** Data for processing follows **

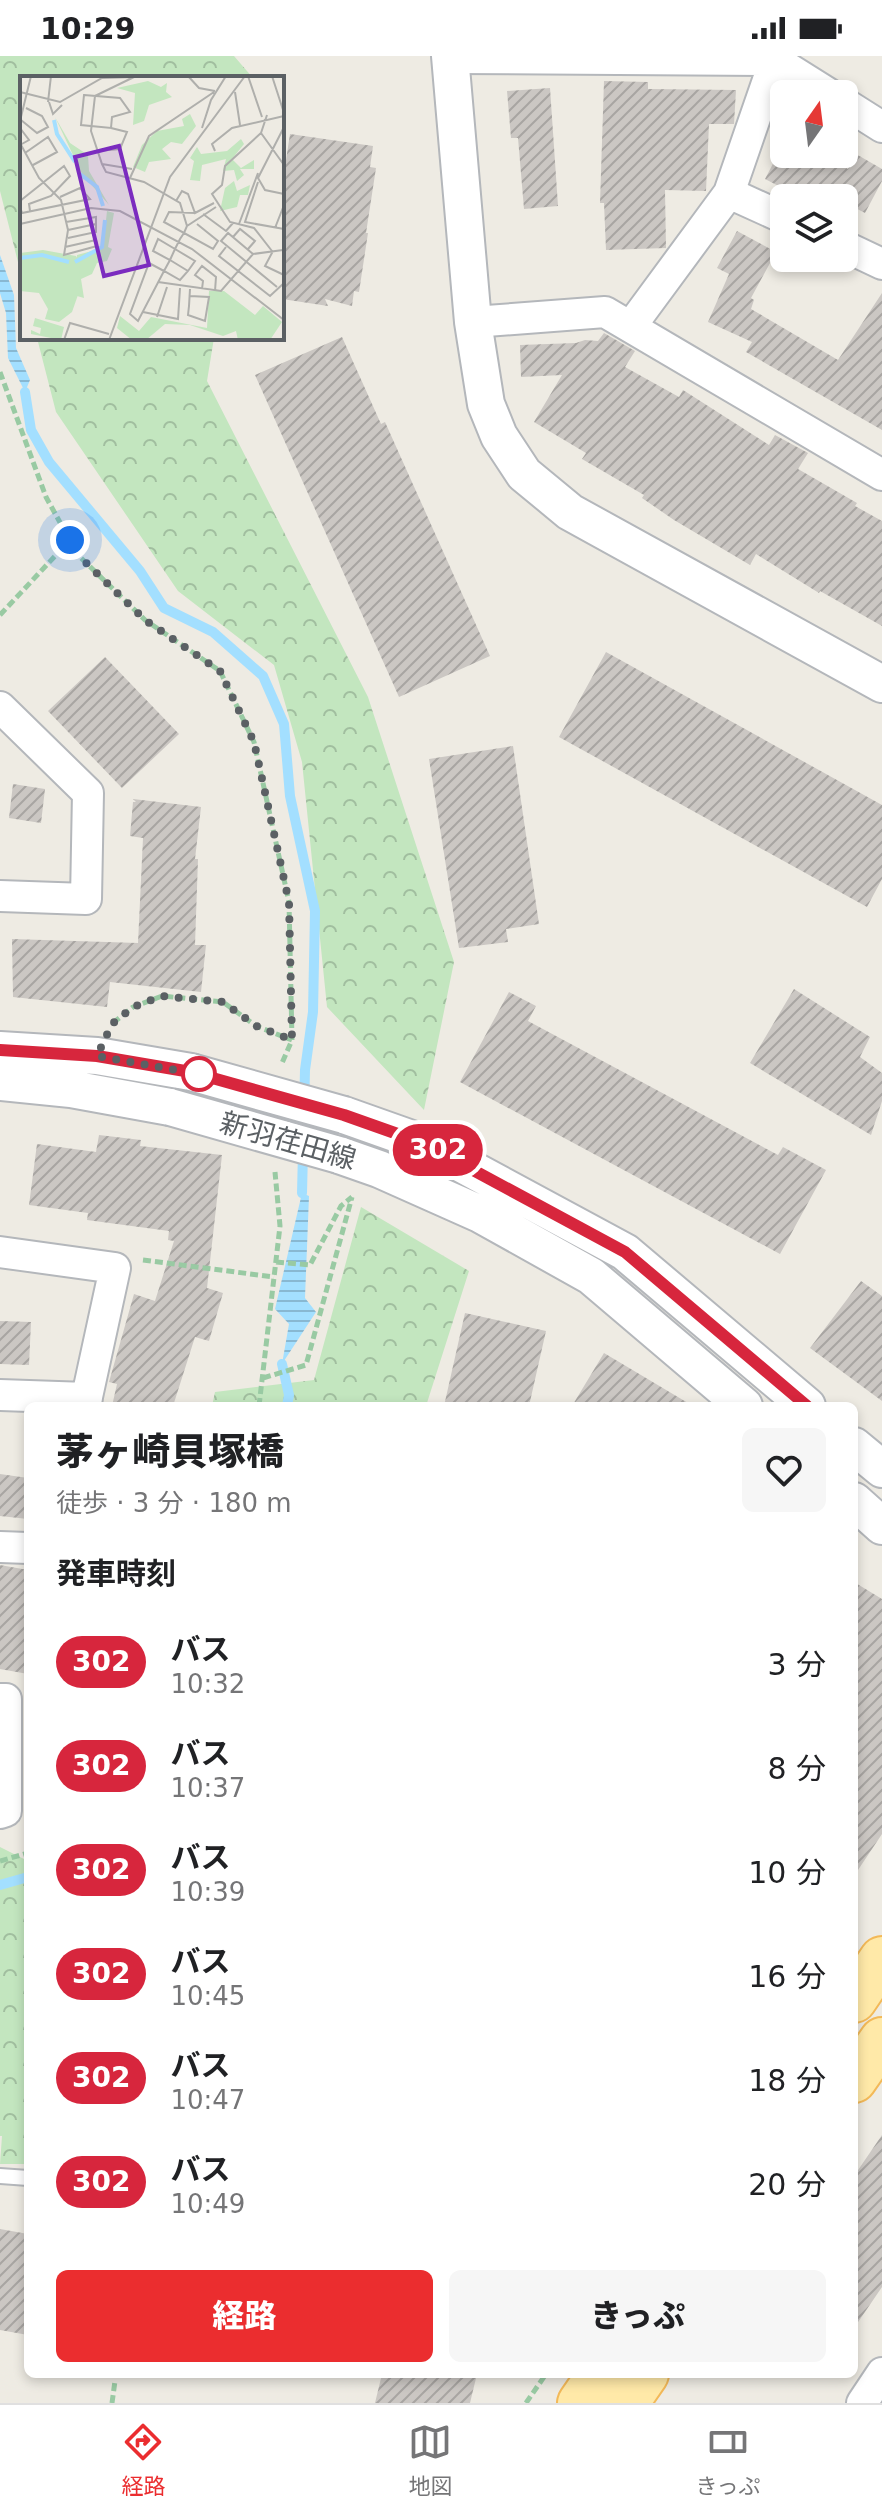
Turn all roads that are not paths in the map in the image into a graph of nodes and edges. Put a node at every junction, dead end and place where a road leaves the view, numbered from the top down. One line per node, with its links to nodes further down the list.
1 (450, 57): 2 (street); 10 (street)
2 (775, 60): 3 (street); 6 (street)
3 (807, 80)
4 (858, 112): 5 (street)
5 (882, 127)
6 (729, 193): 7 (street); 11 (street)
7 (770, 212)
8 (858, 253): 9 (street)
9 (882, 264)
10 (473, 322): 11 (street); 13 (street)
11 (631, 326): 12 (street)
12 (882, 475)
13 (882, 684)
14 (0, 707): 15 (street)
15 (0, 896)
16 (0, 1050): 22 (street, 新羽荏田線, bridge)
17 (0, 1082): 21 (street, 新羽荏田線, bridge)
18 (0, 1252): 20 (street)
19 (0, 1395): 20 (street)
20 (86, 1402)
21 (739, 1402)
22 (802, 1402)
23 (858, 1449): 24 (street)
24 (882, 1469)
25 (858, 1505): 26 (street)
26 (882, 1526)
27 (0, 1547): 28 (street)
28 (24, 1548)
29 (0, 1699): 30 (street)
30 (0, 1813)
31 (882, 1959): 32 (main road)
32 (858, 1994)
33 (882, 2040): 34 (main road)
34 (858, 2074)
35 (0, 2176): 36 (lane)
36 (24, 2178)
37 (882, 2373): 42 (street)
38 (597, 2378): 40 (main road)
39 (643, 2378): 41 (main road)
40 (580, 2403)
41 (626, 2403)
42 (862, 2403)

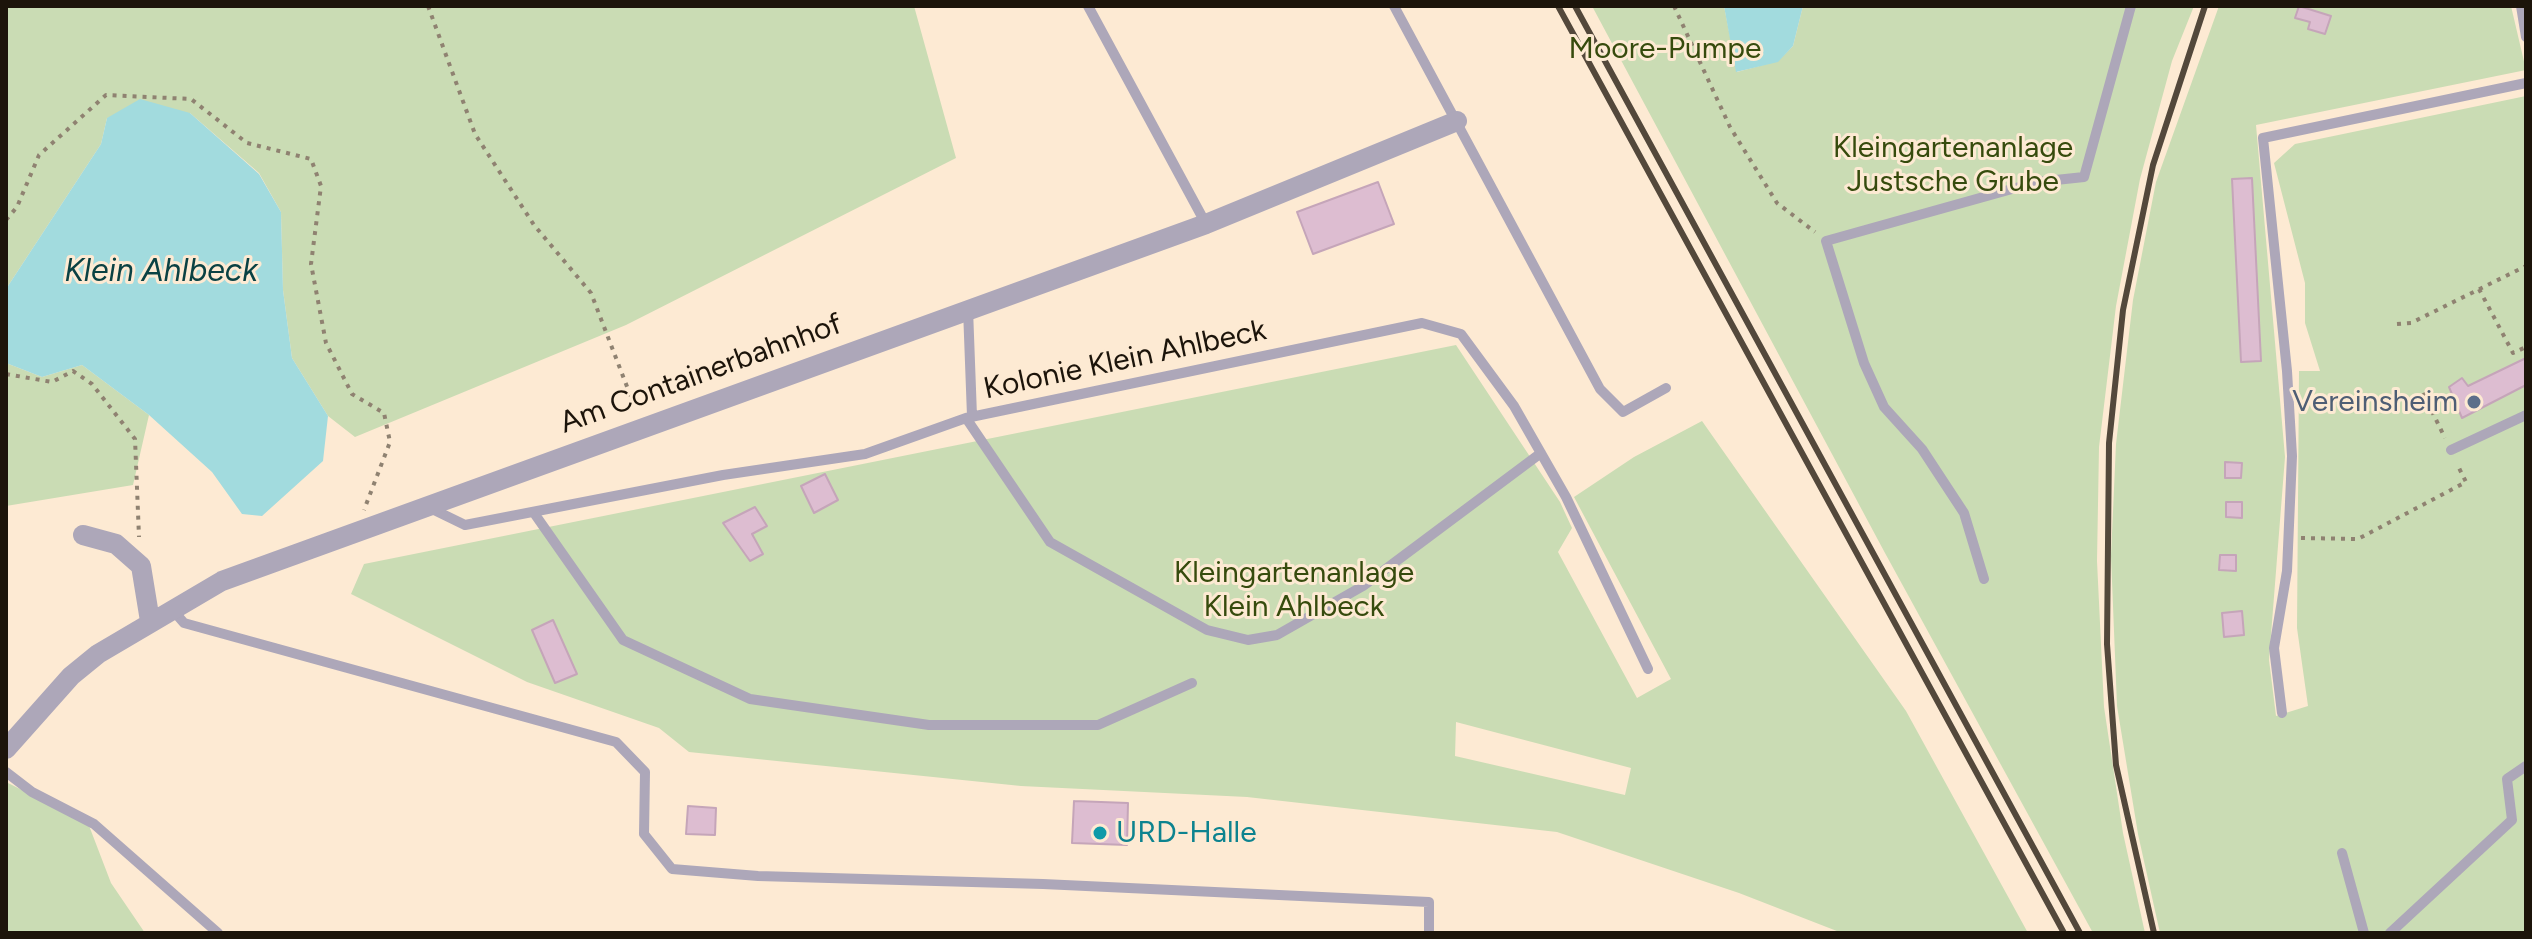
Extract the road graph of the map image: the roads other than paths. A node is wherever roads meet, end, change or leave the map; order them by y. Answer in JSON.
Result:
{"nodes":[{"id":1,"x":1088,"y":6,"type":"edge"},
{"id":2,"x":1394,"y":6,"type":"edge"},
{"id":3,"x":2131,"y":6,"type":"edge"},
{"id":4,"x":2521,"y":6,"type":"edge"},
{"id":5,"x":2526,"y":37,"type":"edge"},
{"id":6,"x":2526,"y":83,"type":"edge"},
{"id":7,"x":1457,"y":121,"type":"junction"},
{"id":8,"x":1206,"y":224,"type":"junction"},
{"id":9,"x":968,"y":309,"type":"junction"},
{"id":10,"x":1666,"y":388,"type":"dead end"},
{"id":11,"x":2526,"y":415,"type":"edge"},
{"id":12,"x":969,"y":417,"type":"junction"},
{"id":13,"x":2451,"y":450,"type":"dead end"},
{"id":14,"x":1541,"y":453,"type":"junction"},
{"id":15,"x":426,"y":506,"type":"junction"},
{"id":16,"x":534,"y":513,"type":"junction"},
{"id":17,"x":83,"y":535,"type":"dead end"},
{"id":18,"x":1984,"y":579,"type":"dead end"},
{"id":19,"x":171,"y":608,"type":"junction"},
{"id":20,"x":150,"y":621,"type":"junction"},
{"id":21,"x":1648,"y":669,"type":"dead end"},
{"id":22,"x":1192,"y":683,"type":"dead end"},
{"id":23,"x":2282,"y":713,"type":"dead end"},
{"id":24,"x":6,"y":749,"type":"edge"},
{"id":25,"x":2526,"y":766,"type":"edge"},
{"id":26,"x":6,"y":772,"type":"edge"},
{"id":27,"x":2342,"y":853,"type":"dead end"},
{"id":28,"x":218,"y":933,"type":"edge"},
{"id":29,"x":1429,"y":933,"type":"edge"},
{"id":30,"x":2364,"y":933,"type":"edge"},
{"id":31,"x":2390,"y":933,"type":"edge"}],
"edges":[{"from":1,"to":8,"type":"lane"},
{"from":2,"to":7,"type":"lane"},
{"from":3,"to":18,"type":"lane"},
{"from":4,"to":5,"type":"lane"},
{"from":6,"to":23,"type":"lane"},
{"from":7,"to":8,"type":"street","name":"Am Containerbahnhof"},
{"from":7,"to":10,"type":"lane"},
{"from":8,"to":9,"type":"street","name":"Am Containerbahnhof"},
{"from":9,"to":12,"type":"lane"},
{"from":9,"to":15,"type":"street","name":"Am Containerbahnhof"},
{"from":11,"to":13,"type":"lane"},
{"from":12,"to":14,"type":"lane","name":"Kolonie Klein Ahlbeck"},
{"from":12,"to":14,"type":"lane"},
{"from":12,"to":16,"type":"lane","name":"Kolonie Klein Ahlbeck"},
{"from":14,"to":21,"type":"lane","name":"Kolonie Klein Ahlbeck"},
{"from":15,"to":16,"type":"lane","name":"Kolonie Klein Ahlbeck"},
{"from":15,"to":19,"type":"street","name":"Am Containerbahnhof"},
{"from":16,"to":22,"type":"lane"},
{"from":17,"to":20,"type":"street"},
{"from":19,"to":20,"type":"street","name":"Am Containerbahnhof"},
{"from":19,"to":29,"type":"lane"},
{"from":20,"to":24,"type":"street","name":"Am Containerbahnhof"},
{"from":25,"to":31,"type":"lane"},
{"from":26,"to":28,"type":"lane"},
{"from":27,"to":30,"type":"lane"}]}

** End of Data for processing **

*Instructions to follow*
What you return must match the records above exactly, minus any images.

*Task response*
Turn all roads that are not paths in the map in the image into a graph of nodes and edges. Put a node at every junction, dead end and place where a road leaves the view, numbered from the top down. One line per node, with its links to nodes further down the list.
1 (450, 57): 2 (street); 10 (street)
2 (775, 60): 3 (street); 6 (street)
3 (807, 80)
4 (858, 112): 5 (street)
5 (882, 127)
6 (729, 193): 7 (street); 11 (street)
7 (770, 212)
8 (858, 253): 9 (street)
9 (882, 264)
10 (473, 322): 11 (street); 13 (street)
11 (631, 326): 12 (street)
12 (882, 475)
13 (882, 684)
14 (0, 707): 15 (street)
15 (0, 896)
16 (0, 1050): 22 (street, 新羽荏田線, bridge)
17 (0, 1082): 21 (street, 新羽荏田線, bridge)
18 (0, 1252): 20 (street)
19 (0, 1395): 20 (street)
20 (86, 1402)
21 (739, 1402)
22 (802, 1402)
23 (858, 1449): 24 (street)
24 (882, 1469)
25 (858, 1505): 26 (street)
26 (882, 1526)
27 (0, 1547): 28 (street)
28 (24, 1548)
29 (0, 1699): 30 (street)
30 (0, 1813)
31 (882, 1959): 32 (main road)
32 (858, 1994)
33 (882, 2040): 34 (main road)
34 (858, 2074)
35 (0, 2176): 36 (lane)
36 (24, 2178)
37 (882, 2373): 42 (street)
38 (597, 2378): 40 (main road)
39 (643, 2378): 41 (main road)
40 (580, 2403)
41 (626, 2403)
42 (862, 2403)

Extract the road graph of the map image: the roads other than paths. A node is wherever roads meet, end, change or leave the map; order them by y. Answer in JSON.
Result:
{"nodes":[{"id":1,"x":1088,"y":6,"type":"edge"},
{"id":2,"x":1394,"y":6,"type":"edge"},
{"id":3,"x":2131,"y":6,"type":"edge"},
{"id":4,"x":2521,"y":6,"type":"edge"},
{"id":5,"x":2526,"y":37,"type":"edge"},
{"id":6,"x":2526,"y":83,"type":"edge"},
{"id":7,"x":1457,"y":121,"type":"junction"},
{"id":8,"x":1206,"y":224,"type":"junction"},
{"id":9,"x":968,"y":309,"type":"junction"},
{"id":10,"x":1666,"y":388,"type":"dead end"},
{"id":11,"x":2526,"y":415,"type":"edge"},
{"id":12,"x":969,"y":417,"type":"junction"},
{"id":13,"x":2451,"y":450,"type":"dead end"},
{"id":14,"x":1541,"y":453,"type":"junction"},
{"id":15,"x":426,"y":506,"type":"junction"},
{"id":16,"x":534,"y":513,"type":"junction"},
{"id":17,"x":83,"y":535,"type":"dead end"},
{"id":18,"x":1984,"y":579,"type":"dead end"},
{"id":19,"x":171,"y":608,"type":"junction"},
{"id":20,"x":150,"y":621,"type":"junction"},
{"id":21,"x":1648,"y":669,"type":"dead end"},
{"id":22,"x":1192,"y":683,"type":"dead end"},
{"id":23,"x":2282,"y":713,"type":"dead end"},
{"id":24,"x":6,"y":749,"type":"edge"},
{"id":25,"x":2526,"y":766,"type":"edge"},
{"id":26,"x":6,"y":772,"type":"edge"},
{"id":27,"x":2342,"y":853,"type":"dead end"},
{"id":28,"x":218,"y":933,"type":"edge"},
{"id":29,"x":1429,"y":933,"type":"edge"},
{"id":30,"x":2364,"y":933,"type":"edge"},
{"id":31,"x":2390,"y":933,"type":"edge"}],
"edges":[{"from":1,"to":8,"type":"lane"},
{"from":2,"to":7,"type":"lane"},
{"from":3,"to":18,"type":"lane"},
{"from":4,"to":5,"type":"lane"},
{"from":6,"to":23,"type":"lane"},
{"from":7,"to":8,"type":"street","name":"Am Containerbahnhof"},
{"from":7,"to":10,"type":"lane"},
{"from":8,"to":9,"type":"street","name":"Am Containerbahnhof"},
{"from":9,"to":12,"type":"lane"},
{"from":9,"to":15,"type":"street","name":"Am Containerbahnhof"},
{"from":11,"to":13,"type":"lane"},
{"from":12,"to":14,"type":"lane","name":"Kolonie Klein Ahlbeck"},
{"from":12,"to":14,"type":"lane"},
{"from":12,"to":16,"type":"lane","name":"Kolonie Klein Ahlbeck"},
{"from":14,"to":21,"type":"lane","name":"Kolonie Klein Ahlbeck"},
{"from":15,"to":16,"type":"lane","name":"Kolonie Klein Ahlbeck"},
{"from":15,"to":19,"type":"street","name":"Am Containerbahnhof"},
{"from":16,"to":22,"type":"lane"},
{"from":17,"to":20,"type":"street"},
{"from":19,"to":20,"type":"street","name":"Am Containerbahnhof"},
{"from":19,"to":29,"type":"lane"},
{"from":20,"to":24,"type":"street","name":"Am Containerbahnhof"},
{"from":25,"to":31,"type":"lane"},
{"from":26,"to":28,"type":"lane"},
{"from":27,"to":30,"type":"lane"}]}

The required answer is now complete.